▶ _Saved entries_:
========

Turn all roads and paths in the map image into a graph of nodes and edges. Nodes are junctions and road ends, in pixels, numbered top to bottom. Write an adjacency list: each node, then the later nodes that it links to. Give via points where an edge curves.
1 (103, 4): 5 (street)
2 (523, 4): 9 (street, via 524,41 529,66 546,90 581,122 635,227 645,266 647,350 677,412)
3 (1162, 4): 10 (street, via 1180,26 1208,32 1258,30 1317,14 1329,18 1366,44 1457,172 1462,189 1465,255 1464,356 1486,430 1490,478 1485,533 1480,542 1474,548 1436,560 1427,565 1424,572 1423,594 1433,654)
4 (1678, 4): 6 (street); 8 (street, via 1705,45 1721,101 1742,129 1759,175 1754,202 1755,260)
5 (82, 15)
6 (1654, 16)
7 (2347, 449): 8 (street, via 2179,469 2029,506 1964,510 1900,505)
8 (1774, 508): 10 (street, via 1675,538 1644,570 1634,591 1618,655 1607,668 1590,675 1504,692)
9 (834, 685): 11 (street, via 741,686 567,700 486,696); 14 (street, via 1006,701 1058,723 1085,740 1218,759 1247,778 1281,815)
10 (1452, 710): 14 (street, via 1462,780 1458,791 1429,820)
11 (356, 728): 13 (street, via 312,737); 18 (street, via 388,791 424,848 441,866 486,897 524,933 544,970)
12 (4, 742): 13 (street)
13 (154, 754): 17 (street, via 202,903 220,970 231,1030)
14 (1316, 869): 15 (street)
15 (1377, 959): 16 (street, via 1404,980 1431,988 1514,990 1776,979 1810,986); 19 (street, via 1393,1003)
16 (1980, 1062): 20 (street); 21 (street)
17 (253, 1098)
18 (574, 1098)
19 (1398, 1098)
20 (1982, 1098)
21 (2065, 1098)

========

▶ _What the task requires_: Generate a verbatim printout of all the entries.

▶ _Solution for this exercise_:
Turn all roads and paths in the map image into a graph of nodes and edges. Nodes are junctions and road ends, in pixels, numbered top to bottom. Write an adjacency list: each node, then the later nodes that it links to. Give via points where an edge curves.
1 (103, 4): 5 (street)
2 (523, 4): 9 (street, via 524,41 529,66 546,90 581,122 635,227 645,266 647,350 677,412)
3 (1162, 4): 10 (street, via 1180,26 1208,32 1258,30 1317,14 1329,18 1366,44 1457,172 1462,189 1465,255 1464,356 1486,430 1490,478 1485,533 1480,542 1474,548 1436,560 1427,565 1424,572 1423,594 1433,654)
4 (1678, 4): 6 (street); 8 (street, via 1705,45 1721,101 1742,129 1759,175 1754,202 1755,260)
5 (82, 15)
6 (1654, 16)
7 (2347, 449): 8 (street, via 2179,469 2029,506 1964,510 1900,505)
8 (1774, 508): 10 (street, via 1675,538 1644,570 1634,591 1618,655 1607,668 1590,675 1504,692)
9 (834, 685): 11 (street, via 741,686 567,700 486,696); 14 (street, via 1006,701 1058,723 1085,740 1218,759 1247,778 1281,815)
10 (1452, 710): 14 (street, via 1462,780 1458,791 1429,820)
11 (356, 728): 13 (street, via 312,737); 18 (street, via 388,791 424,848 441,866 486,897 524,933 544,970)
12 (4, 742): 13 (street)
13 (154, 754): 17 (street, via 202,903 220,970 231,1030)
14 (1316, 869): 15 (street)
15 (1377, 959): 16 (street, via 1404,980 1431,988 1514,990 1776,979 1810,986); 19 (street, via 1393,1003)
16 (1980, 1062): 20 (street); 21 (street)
17 (253, 1098)
18 (574, 1098)
19 (1398, 1098)
20 (1982, 1098)
21 (2065, 1098)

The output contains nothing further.